Und in diesen kleineren Gruppen, oppositionellen Gruppen da war häufig auch das Verhältnis Jesu zu Frauen, das Geschlechterverhältnis, das Verständnis der Sexualität ein anderes, aber nicht unbedingt in unserem modernen Sinne des Wortes. Was dort als Kuss bezeichnet wird, als Ehe bezeichnet wird, das würden wir vielleicht eher so als eine spirituelle Lebensgemeinschaft ansehen. Es ist so eine Art Allegorie der Sexualität, die uns hier in diesen Gruppen begegnet. Die waren nämlich im Durchschnitt leibfeindlicher als der Mainstream dieser Anfangszeit.
Gierth: Vielen Evangelien, die nicht kanonisiert wurden, ist gemeinsam, dass sie von Anhängern der Gnosis geschrieben wurden. Was zeichnet diese Anhänger aus und warum wurden ihre Schriften, etwa ja auch das Evangelium des Judas, nicht kanonisiert?

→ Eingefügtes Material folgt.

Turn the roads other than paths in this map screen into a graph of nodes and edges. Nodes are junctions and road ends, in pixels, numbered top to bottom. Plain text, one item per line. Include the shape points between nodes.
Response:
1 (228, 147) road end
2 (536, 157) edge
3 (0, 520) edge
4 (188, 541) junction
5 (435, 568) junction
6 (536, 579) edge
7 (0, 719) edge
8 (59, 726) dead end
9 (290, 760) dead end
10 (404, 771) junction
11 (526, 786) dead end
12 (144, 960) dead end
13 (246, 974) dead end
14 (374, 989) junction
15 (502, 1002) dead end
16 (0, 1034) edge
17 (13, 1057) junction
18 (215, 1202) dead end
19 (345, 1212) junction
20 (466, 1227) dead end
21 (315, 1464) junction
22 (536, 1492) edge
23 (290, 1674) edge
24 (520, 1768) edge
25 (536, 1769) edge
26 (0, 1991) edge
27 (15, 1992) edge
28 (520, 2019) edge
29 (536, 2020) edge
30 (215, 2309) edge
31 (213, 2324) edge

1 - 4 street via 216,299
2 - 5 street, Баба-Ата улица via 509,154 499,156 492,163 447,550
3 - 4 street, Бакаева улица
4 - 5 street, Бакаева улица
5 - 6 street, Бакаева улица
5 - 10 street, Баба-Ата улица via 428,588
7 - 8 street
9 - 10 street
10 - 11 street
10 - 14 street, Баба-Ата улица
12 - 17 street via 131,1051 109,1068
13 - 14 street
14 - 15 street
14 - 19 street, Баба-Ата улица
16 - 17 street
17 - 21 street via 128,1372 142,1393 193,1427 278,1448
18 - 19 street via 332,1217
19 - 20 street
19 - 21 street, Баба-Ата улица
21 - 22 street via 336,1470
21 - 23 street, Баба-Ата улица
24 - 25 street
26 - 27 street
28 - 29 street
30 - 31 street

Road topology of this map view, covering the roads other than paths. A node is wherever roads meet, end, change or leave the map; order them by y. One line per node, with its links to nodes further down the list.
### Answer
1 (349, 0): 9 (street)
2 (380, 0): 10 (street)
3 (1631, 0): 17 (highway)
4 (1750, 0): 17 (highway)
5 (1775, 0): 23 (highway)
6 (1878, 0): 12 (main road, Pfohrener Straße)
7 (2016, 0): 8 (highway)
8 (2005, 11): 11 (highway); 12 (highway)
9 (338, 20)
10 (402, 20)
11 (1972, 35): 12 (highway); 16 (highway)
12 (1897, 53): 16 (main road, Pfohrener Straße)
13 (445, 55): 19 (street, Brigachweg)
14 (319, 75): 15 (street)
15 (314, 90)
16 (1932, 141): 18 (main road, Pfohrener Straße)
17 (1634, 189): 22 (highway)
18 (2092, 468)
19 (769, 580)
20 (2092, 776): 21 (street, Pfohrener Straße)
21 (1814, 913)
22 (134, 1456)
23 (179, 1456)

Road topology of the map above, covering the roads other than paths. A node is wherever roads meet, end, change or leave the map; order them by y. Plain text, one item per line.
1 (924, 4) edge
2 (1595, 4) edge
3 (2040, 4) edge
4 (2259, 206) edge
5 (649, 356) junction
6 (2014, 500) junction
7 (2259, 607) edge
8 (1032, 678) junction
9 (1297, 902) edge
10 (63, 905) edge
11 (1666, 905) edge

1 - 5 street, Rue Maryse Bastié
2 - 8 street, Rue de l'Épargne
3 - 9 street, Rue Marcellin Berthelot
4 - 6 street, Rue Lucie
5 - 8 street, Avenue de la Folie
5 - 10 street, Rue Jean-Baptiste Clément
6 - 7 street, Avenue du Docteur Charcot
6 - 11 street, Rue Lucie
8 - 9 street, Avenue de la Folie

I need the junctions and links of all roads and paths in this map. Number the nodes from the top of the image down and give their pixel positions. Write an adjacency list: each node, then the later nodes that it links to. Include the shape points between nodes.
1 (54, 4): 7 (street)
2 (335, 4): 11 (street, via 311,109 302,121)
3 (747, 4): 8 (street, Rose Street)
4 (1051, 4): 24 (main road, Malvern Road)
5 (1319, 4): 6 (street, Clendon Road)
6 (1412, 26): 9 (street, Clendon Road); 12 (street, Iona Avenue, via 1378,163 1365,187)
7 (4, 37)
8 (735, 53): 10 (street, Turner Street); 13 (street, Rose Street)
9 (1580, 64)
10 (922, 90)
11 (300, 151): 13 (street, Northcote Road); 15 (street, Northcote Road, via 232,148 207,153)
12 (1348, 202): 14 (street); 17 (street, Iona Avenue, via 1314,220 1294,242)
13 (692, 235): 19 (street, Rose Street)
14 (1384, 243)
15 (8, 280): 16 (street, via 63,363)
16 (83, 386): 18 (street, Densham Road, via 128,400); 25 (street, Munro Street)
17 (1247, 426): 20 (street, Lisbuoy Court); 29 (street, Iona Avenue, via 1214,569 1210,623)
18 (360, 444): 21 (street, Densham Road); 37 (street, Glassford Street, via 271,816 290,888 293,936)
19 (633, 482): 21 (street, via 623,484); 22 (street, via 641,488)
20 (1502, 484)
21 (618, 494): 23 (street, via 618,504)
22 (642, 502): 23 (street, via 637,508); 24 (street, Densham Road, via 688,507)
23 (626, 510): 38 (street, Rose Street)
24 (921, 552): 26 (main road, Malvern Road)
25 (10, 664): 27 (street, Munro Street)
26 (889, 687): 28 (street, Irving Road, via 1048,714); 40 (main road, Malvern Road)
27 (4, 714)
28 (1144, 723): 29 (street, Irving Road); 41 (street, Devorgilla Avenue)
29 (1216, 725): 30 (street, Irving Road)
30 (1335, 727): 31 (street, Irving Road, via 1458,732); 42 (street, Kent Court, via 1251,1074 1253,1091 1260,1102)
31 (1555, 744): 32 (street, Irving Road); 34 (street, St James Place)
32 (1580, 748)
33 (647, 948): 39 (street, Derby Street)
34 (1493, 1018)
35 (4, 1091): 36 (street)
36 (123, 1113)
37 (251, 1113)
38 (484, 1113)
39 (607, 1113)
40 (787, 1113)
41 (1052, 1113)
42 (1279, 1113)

Söding: Gnosis heißt Wissen, heißt Erkenntnis. Gnosis war eine breite Bewegung in der Antike. Im Wesentlichen steht dahinter so ein gewisser Dualismus, also das Leibliche ist vergänglich, und nur das Geistige, Spirituelle ist unvergänglich. Das war diese Gnosis. Und die wurde kritisiert in erster Linie deswegen, weil sie nicht das wahre Menschsein Jesu richtig betonen. Da ist Jesus immer mehr oder weniger so eine ätherische Figur. Dagegen hat man sozusagen streng gesagt: Nein, Jesus ist wahrhaft Mensch geworden. Und das war im Grunde der Kernpunkt. Ob man diese Gnostiker immer richtig verstanden hat, das habe ich meine Zweifel, weil man eben halt diese Verständigungsprobleme, diese Sprachprobleme in der Antike auch schon häufig gesehen hat und über diesen spirituellen, diesen allegorischen Sinn der gnostischen Schriften viel zu schnell hinweg gegangen ist.
Gierth: Wir haben über die apokryphen Evangelien gesprochen. Sind nicht all diese Texte doch geeignet, am Ende die heutige Lehrposition der katholischen Kirche etwa zum Zölibat oder zur Frauenordination zu erschüttern? Denn dabei wird ja immer wieder auf die Ehelosigkeit Jesu verwiesen und darauf, dass der Zwölferkreis der Apostel eben keine Frau umfasste, weswegen – wie es immer so schön heißt – die Kirche nicht befähigt sei, Frauen zu Priestern zu weihen?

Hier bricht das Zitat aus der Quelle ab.